The response by a critical mass of Sri Lanka’s artist community to the protests by South Indian artistes to the fighting in the North of Sri Lanka will be noted down as a shameful moment by future generations of creative Sri Lankans.
While war lobbies have often recruited artistes to manipulate and revise the impact of war, it is sad that Sri Lanka’s artist community unites only to re-enforce military engagement. There have been many peace vigils during the recent years. Most of these only attract a handful of people, usually the usual suspects who tirelessly repeat their position of peace ahead of war, human rights ahead of murder. Where are the artistes, dressed in white, defending peace and human rights?
An article in the Daily Mirror (14 Nov 2008) quotes actress Geetha Kumarasinghe saying “We want to send a message to these Indian artistes this evening and that message is that their allegations are simply not true. And furthermore, all Sri Lankans, regardless of race or religion, will stand as one united force, against inequality, and support our troops”.
Thanks Geetha, for representing me, without my permission.
Firstly, how do you, Geetha, know that the Indian artistes allegations are not accurate. Sri Lankans and the whole world are starved of information from the battle zone. We simply have no idea what is going on there. The Military Government (and that’s what it is) has successfully censored and created an environment of self-censorship in our media, and now, they seem to have successfully seduced you and your fellow artistes to their version of the war and their fanciful tale that they can win the war. They may win the land, but they won’t win the war. To truly win the war that will unite us takes people like you, creative people, to imagine a better world for all of us. But I suspect you are simply imagining a better world for yourself.

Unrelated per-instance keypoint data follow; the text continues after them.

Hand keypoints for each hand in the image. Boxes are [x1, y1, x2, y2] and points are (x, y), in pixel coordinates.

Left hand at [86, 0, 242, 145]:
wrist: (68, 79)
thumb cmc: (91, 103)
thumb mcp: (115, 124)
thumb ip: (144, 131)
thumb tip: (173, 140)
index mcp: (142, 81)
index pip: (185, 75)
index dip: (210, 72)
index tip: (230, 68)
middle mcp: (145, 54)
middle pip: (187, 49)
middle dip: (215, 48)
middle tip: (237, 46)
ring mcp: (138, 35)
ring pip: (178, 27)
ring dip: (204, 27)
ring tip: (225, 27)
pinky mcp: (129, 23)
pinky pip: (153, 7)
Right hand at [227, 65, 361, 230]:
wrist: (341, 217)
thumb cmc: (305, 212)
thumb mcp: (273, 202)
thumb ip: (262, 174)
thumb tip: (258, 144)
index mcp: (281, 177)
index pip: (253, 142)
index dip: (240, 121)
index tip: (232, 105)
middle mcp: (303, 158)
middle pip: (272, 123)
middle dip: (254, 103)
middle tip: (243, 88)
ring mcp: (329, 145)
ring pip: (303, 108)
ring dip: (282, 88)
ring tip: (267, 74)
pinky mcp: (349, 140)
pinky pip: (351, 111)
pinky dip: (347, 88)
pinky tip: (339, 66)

As artistes, you and other creative people such as Ravindra Randeniya and Malini Fonseka, should not be so easily manipulated. Perhaps its all an act to for short-term career benefit. I don’t know. But in my book, artistes are the radicals – they are the people who push the boundaries and challenge the authorities through their creative abilities. They don’t bow down to a president and an army commander (and that’s what you are doing) and say “yes sir”. Artistes are at the forefront of change – they are the vanguard. There’s nothing radical about supporting the Military Government and claiming to unite for war – which is the message of your expression.

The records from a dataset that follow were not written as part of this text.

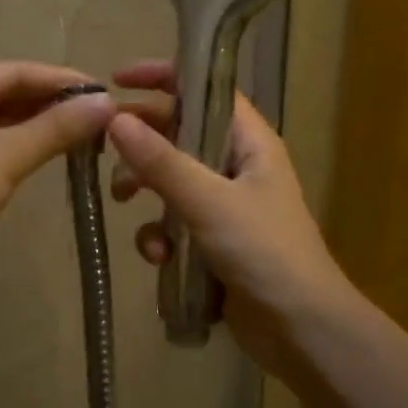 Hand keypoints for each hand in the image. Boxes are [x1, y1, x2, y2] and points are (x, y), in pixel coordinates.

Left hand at [0, 62, 116, 273]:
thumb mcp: (6, 156)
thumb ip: (56, 128)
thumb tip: (107, 103)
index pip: (15, 72)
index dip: (61, 80)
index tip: (104, 91)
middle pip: (5, 94)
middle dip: (51, 104)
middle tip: (100, 116)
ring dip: (38, 127)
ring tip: (84, 134)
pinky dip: (19, 148)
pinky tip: (48, 155)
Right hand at [106, 61, 348, 358]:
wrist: (302, 330)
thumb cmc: (264, 253)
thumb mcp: (209, 202)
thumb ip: (162, 162)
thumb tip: (116, 119)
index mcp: (248, 142)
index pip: (205, 89)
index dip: (163, 77)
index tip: (117, 79)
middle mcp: (235, 165)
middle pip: (179, 133)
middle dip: (142, 142)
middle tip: (104, 148)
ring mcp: (223, 205)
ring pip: (169, 180)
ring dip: (146, 190)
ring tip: (126, 203)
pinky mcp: (212, 241)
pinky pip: (173, 222)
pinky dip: (160, 234)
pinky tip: (157, 257)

Let the world know each and all of your names. And let the world know that you support war. If you support the troops, you would be gathering together, pooling your talents, in order to save the troops – not to send especially young men, some of whom have no idea they are going to the front, to their deaths.
And where are you all when your fellow artistes have their works banned by the Military Government? Vimukthi Jayasundara’s “Sulanga Enu Pinisa” (Foresaken Land) and Asoka Handagama’s “Aksharaya” (Letter of Fire) come to mind.
How many soldiers are being killed on a daily basis? How many are injured every day? Of course, it may not be possible to make peace with the LTTE, and they do need to be militarily defeated. But this war is being carried out by a Military Government that is killing Sri Lanka. It is being carried out by people who are not fit to defend the idea of Sri Lanka. You, as artistes, must know that this wonderful island is being destroyed by ignorant politicians and a brotherhood that may have charisma but lacks the wise leadership that’s required to make this island what it once was.
Some of your faces look familiar. I know you, but I have lost my respect for you. I may still work with you – but I will no longer consider you to be an artiste. I know deep in your hearts you know that you are disposable also to the Military Government you seem to unquestioningly serve.
The sparkle in your eyes faded a long time ago.
The person who produced this response wishes to remain anonymous because in Sri Lanka, there is a growing culture that encourages Sri Lankans to kill their compatriots.